APPIANO. «Il paesaggio, bene primario dell'Alto Adige, non si può svendere aprendo un'altra cava. Di ghiaia non ce n'è bisogno visto che ne sarà estratta per anni a tonnellate scavando il tunnel di base del Brennero». Reinhold Messner abbraccia la causa della lista civica Appiano Democratica che promuove una petizione per dire no alla cava di ghiaia a Pillhof, prevista dal piano provinciale. «Chiediamo alla giunta provinciale - dice Sergio Corrà di Appiano Democratica - di fare un passo indietro per impedire questo sgorbio ambientale». Sabato prossimo è in programma una manifestazione. Alle 14 un corteo (al quale ha annunciato l'adesione anche la Bürgerliste) partirà dal bivio per Riva di Sotto e raggiungerà le due colline che il piano provinciale prevede vengano sbancate per estrarne ghiaia. Può darsi che siano anche raccolte delle firme. In origine il piano prevedeva che potessero essere estratti 2 milioni 200 mila metri cubi di ghiaia. Poi si è scesi a 800 mila. E il consiglio comunale di Appiano, dopo un primo no, ha dato parere favorevole. «Con la concessione per l'estrazione che verrà firmata dalla Provincia alla ditta Mederle - ha proseguito Corrà durante la conferenza stampa vicino alle colline - si contrabbandano gli interessi pubblici con quelli privati. Mederle ha acquistato i terreni tre anni fa sapendo che prima o poi avrebbe potuto aprire una cava. Per lui sarà un affare visto che la ghiaia viene venduta a 16-17 euro al metro cubo e al Comune andranno solo 50 centesimi al metro cubo». «È un paio d'anni che battagliamo - aggiungono Armin Kager e Christoph Franceschini di Appiano Democratica - Ma non è ancora detta l'ultima parola. Per quanto la commissione edilizia comunale abbia dato il via libera al permesso per la strada d'accesso alla cava, seppur con un voto risicato (5 a 4), adesso deve essere fatto il progetto definitivo e approvata la Via, la valutazione d'impatto ambientale. C'è poi una particella che è di proprietà militare. Nei fatti però, una deliberazione della giunta provinciale dà l'ok allo sfruttamento per i primi 100 mila metri cubi». «Di cave ce ne sono già altre sul territorio - conclude Messner -. Così facendo non si pensa al futuro della nostra provincia, un territorio caratterizzato da un paesaggio unico che va assolutamente conservato e tutelato».

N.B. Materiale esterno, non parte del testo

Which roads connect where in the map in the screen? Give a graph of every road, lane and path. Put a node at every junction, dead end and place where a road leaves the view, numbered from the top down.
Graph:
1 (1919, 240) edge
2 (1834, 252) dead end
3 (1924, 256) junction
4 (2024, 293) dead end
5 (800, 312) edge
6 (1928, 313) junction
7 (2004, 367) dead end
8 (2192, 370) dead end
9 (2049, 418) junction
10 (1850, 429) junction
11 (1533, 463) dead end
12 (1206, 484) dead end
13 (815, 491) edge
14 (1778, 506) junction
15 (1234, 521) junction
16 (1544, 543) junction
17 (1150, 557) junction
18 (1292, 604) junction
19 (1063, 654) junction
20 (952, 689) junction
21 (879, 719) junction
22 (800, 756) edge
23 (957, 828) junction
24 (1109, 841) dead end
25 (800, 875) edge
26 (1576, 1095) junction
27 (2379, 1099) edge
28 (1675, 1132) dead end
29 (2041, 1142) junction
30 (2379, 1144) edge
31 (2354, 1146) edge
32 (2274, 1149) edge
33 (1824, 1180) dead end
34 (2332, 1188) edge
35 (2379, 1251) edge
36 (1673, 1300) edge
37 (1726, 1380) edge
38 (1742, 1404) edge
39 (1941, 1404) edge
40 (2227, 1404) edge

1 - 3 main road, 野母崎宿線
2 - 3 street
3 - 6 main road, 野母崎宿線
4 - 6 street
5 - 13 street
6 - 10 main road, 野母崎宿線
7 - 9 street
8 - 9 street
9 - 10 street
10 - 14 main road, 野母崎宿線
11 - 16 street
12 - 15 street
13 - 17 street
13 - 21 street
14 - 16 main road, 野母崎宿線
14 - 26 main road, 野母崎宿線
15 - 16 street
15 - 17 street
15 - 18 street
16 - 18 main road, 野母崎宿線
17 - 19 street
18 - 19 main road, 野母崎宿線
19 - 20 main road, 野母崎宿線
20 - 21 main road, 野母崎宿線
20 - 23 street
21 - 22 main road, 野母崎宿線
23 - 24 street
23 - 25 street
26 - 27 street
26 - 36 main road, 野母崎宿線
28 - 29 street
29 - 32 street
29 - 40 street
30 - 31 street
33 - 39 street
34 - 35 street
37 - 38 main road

ALTO ADIGE APPIANO - Allarme ambiente: Stop alla cava di Pillhof
Il paesaggio dell'Alto Adige non può essere danneggiato aprire una cava di ghiaia a Pillhof. La lista civica Appiano Democratica ha lanciato una petizione per fermare la cava, che è prevista dal piano provinciale. La manifestazione di sabato prossimo sarà organizzata per fermare l'estrazione di ghiaia. Il piano provinciale prevede l'estrazione di 800 mila metri cubi di ghiaia, ma la commissione edilizia comunale ha dato il via libera al permesso per la strada d'accesso alla cava. Il progetto definitivo e la valutazione d'impatto ambientale devono ancora essere approvati. La lista civica sostiene che la cava danneggerà il paesaggio unico dell'Alto Adige.